Mix design, optimisation and performance evaluation of three-dimensional printable concrete

Abstract

Three-dimensional (3D) concrete printing (3DCP) is a cutting-edge construction method that has recently received much attention. Most 3DCP research studies have focused on printer development, printable material mix designs and the complexity of geometry shapes. This research study primarily focused on determining appropriate mix proportions and suitable 3D-printable concrete (3DPC) mix designs using a trial-and-error approach. Experimental tests were carried out on 27 trial mixes made with different materials to determine printable properties such as flowability, buildability, extrudability and open time.
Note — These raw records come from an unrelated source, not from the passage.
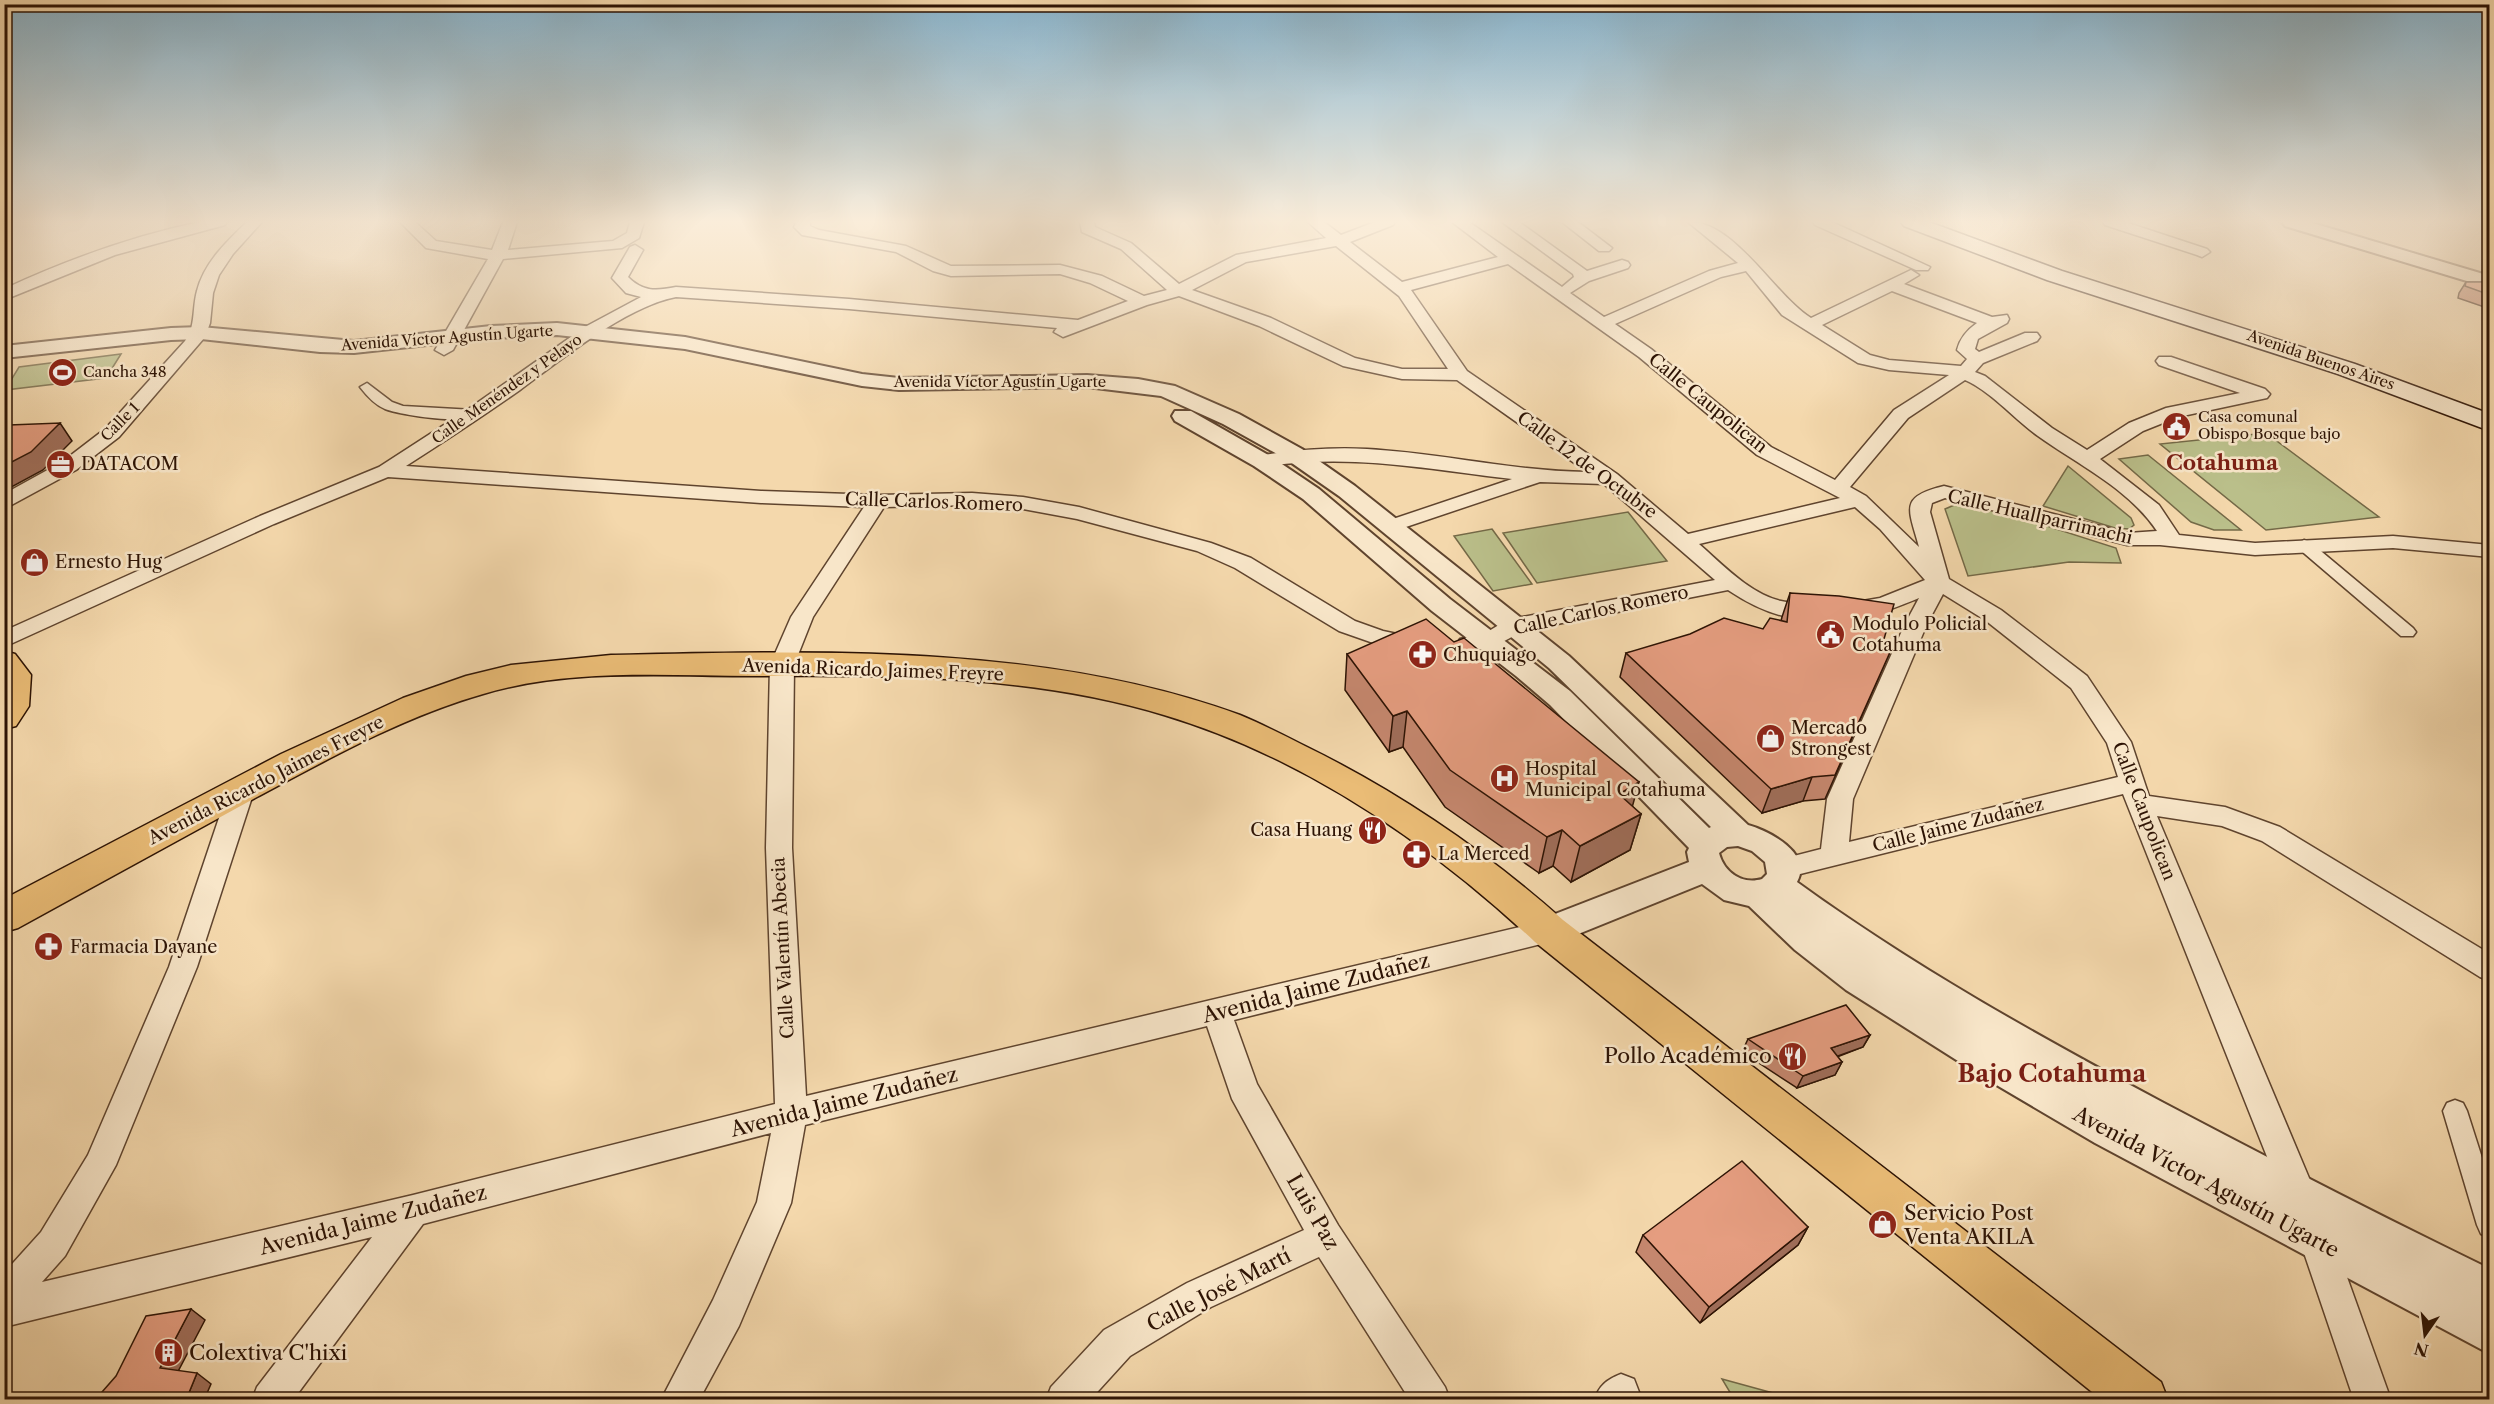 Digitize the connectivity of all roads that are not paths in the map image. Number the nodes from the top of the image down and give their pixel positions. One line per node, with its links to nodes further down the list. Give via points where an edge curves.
1 (20, 288): 18 (street)
2 (206, 288): 28 (street)
3 (479, 288): 29 (street)
4 (630, 288): 20 (street)
5 (1113, 288): 21 (street)
6 (1175, 288): 17 (street)
7 (1183, 288): 17 (street)
8 (1399, 288): 34 (street, Calle 12 de Octubre)
9 (1550, 288): 19 (street, Calle Caupolican)
10 (1571, 288): 19 (street)
11 (1685, 288): 22 (street)
12 (1769, 288): 24 (street, Calle Huallparrimachi, via 1788,311)
13 (1886, 288): 24 (street)
14 (1898, 288): 33 (street, via 1997,321 1973,332 1967,340)
15 (2095, 288): 38 (main road, Avenida Buenos Aires, via 2373,376)
16 (2139, 288): 36 (main road, Avenida Buenos Aires, via 2387,370)
17 (1178, 290): 21 (street); 34 (street, via 1265,322 1349,362 1402,374)
18 (4, 294)
19 (1561, 295): 22 (street, Calle Caupolican)
20 (655, 296): 23 (street, Calle Menéndez y Pelayo, via 676,292); 27 (street, Calle Menéndez y Pelayo)
21 (1142, 301): 23 (street)
22 (1604, 324): 45 (street, Calle Caupolican, via 1646,353 1764,451)
23 (1078, 325): 25 (street)
24 (1810, 325): 33 (street, Calle Huallparrimachi, via 1864,359 1888,365)
25 (1055, 336)
26 (2031, 337): 33 (street)
27 (582, 338): 29 (street, Avenida Víctor Agustín Ugarte, via 529,329); 37 (street, Calle Menéndez y Pelayo); 39 (street, Avenida Víctor Agustín Ugarte, via 735,351 862,380 899,384 1087,381 1138,385 1195,402); 41 (street, Avenida Víctor Agustín Ugarte, via 875,398 1079,395 1133,399 1174,411)
28 (196, 339): 29 (street, Avenida Víctor Agustín Ugarte, via 320,346); 30 (street, Avenida Víctor Agustín Ugarte, via 130,338); 32 (street, Avenida Víctor Agustín Ugarte); 47 (street, Calle 1, via 112,433 69,466)
29 (447, 343)
30 (4, 352)
31 (2165, 361): 40 (street, via 2261,394 2173,412 2136,427)
32 (4, 363)
33 (1971, 366): 40 (street, Calle Huallparrimachi, via 2045,432); 45 (street, via 1901,414)
34 (1461, 375): 44 (street, Calle 12 de Octubre)
35 (367, 387): 37 (street, via 381,403 396,410)
36 (2490, 410)
37 (474, 414): 42 (street, Calle Menéndez y Pelayo)
38 (2490, 423)
39 (1294, 454): 41 (street); 43 (street, via 1343,452); 48 (street, Avenida Víctor Agustín Ugarte)
40 (2087, 458): 49 (street, Calle Huallparrimachi, via 2152,509 2169,534)
41 (1262, 461): 58 (street, Avenida Víctor Agustín Ugarte, via 1311,494 1441,605)
42 (386, 471): 46 (street, Calle Carlos Romero, via 761,497); 57 (street, Calle Menéndez y Pelayo, via 267,520)
43 (1541, 476): 44 (street); 48 (street)
44 (1610, 478): 50 (street, Calle 12 de Octubre)
45 (1848, 495): 50 (street); 53 (street, Calle Caupolican, via 1887,525)
46 (878, 501): 58 (street, Calle Carlos Romero, via 972,499 1079,513 1172,536 1243,563 1347,626 1379,638 1443,646); 60 (street, Calle Valentín Abecia, via 802,617)
47 (4, 503)
48 (1391, 526): 55 (street, Avenida Víctor Agustín Ugarte)
49 (2162, 539): 51 (street, via 2255,549); 53 (street, Calle Huallparrimachi, via 2127,539 1944,492 1923,499 1920,512)
50 (1684, 541): 54 (street, Calle 12 de Octubre)
51 (2304, 545): 52 (street, via 2393,542); 56 (street)
52 (2490, 551)
53 (1939, 582): 54 (street, Calle 12 de Octubre, via 1884,604 1843,611 1775,607); 63 (street, Calle Caupolican, via 1993,615 2079,682 2119,742); 65 (street, via 1916,624 1840,800)
54 (1732, 583): 55 (street, Calle Carlos Romero)
55 (1515, 625): 58 (street, Calle Carlos Romero); 64 (street, Avenida Víctor Agustín Ugarte, via 1559,662)
56 (2407, 632)
57 (4, 640)
58 (1490, 640): 66 (street, Avenida Víctor Agustín Ugarte, via 1560,698)
59 (4, 661): 61 (main road, via 15,675 12,706)
60 (782, 665): 62 (main road, Avenida Ricardo Jaimes Freyre, via 578,666 535,670 405,709); 69 (main road, Avenida Ricardo Jaimes Freyre, via 964,670 1029,677 1124,695 1227,724 1356,788 1450,846); 73 (street, Calle Valentín Abecia, via 779,848)
61 (4, 718)
62 (241, 790): 68 (main road, Avenida Ricardo Jaimes Freyre); 80 (street, via 183,966 100,1165 53,1244)
63 (2135, 793): 65 (street, Calle Jaime Zudañez); 70 (street, via 2271,834); 74 (street, Calle Caupolican)
64 (1738, 834): 66 (street, via 1719,836); 67 (street, via 1768,845 1781,858)
65 (1834, 855): 67 (street, Calle Jaime Zudañez)
66 (1702, 868): 67 (street, via 1742,892); 69 (street, Avenida Jaime Zudañez)
67 (1772, 882): 74 (street, Avenida Víctor Agustín Ugarte, via 1844,937 2001,1033); 78 (street, Avenida Víctor Agustín Ugarte, via 1807,940 1858,980 2108,1131)
68 (4, 917)
69 (1549, 931): 71 (street, Avenida Jaime Zudañez); 87 (main road, Avenida Ricardo Jaimes Freyre)
70 (2490, 969)
71 (1217, 1012): 73 (street, Avenida Jaime Zudañez); 77 (street, Luis Paz, via 1243,1089)
72 (2456, 1111): 76 (street)
73 (791, 1114): 75 (street, Avenida Jaime Zudañez); 84 (street, Calle Valentín Abecia, via 774,1203 726,1313)
74 (2300, 1195): 78 (street, Calle Caupolican); 79 (street, Avenida Víctor Agustín Ugarte)
75 (413, 1211): 81 (street, Avenida Jaime Zudañez); 83 (street)
76 (2490, 1225)
77 (1326, 1237): 85 (street, Calle José Martí, via 1199,1295 1117,1343); 86 (street, Luis Paz)
78 (2318, 1242): 82 (street, Avenida Víctor Agustín Ugarte); 88 (street, Calle Caupolican)
79 (2490, 1291)
80 (4, 1300)
81 (4, 1310)
82 (2490, 1333)
83 (270, 1400)
84 (679, 1400)
85 (1064, 1400)
86 (1432, 1400)
87 (2143, 1400)
88 (2373, 1400)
Printed and cast samples were tested for compressive strength. The 3DPC mix with 19% ordinary Portland cement, 23% fly ash, 7% silica fume, 13% ground granulated blast-furnace slag, 4% limestone and 0.22% superplasticiser (% by mass of total binder) was found to be an ideal mix proportion, exhibiting the required 3DPC characteristics such as good buildability, easy extrusion, low setting time, mix cohesiveness and reduced deformation. The proposed mixing protocol and the suggested 3DPC mix design are encouraging for large-scale 3DCP. To demonstrate the application of the 3DPC mix, 3D-printed concrete furniture was fabricated with a nozzle of size 30 mm, an extrusion speed of 100 mm/s and a printing speed of 60 mm/s.